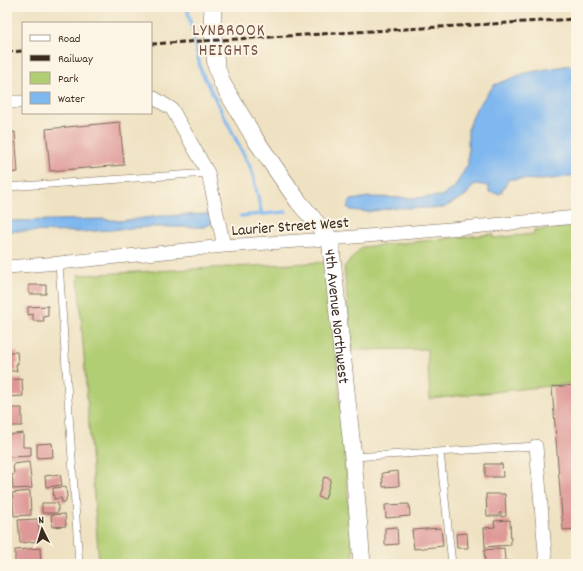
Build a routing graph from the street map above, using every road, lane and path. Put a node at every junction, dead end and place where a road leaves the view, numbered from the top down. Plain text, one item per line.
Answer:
1 (213, 7) edge
2 (152, 97) edge
3 (7, 102) edge
4 (22, 102) edge
5 (208, 173) junction
6 (7, 187) edge
7 (576, 217) edge
8 (330, 239) junction
9 (224, 246) junction
10 (59, 263) junction
11 (7, 267) edge
12 (536, 446) joint
13 (440, 452) junction
14 (353, 457) junction
15 (79, 564) edge
16 (362, 564) edge
17 (452, 564) edge
18 (546, 564) edge

1 - 8 street, 4th Avenue Northwest
2 - 5 street
3 - 4 street
5 - 6 lane
5 - 9 street
7 - 8 street, Laurier Street West
8 - 9 street, Laurier Street West
8 - 14 street, 4th Avenue Northwest
9 - 10 street, Laurier Street West
10 - 11 street, Laurier Street West
10 - 15 lane
12 - 13 lane
12 - 18 street
13 - 14 lane
13 - 17 lane
14 - 16 street, 4th Avenue Northwest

■ Try it
Give back the entire listing verbatim, without the pictures.

■ Answer space
Build a routing graph from the street map above, using every road, lane and path. Put a node at every junction, dead end and place where a road leaves the view, numbered from the top down. Plain text, one item per line.
Answer:
1 (213, 7) edge
2 (152, 97) edge
3 (7, 102) edge
4 (22, 102) edge
5 (208, 173) junction
6 (7, 187) edge
7 (576, 217) edge
8 (330, 239) junction
9 (224, 246) junction
10 (59, 263) junction
11 (7, 267) edge
12 (536, 446) joint
13 (440, 452) junction
14 (353, 457) junction
15 (79, 564) edge
16 (362, 564) edge
17 (452, 564) edge
18 (546, 564) edge

1 - 8 street, 4th Avenue Northwest
2 - 5 street
3 - 4 street
5 - 6 lane
5 - 9 street
7 - 8 street, Laurier Street West
8 - 9 street, Laurier Street West
8 - 14 street, 4th Avenue Northwest
9 - 10 street, Laurier Street West
10 - 11 street, Laurier Street West
10 - 15 lane
12 - 13 lane
12 - 18 street
13 - 14 lane
13 - 17 lane
14 - 16 street, 4th Avenue Northwest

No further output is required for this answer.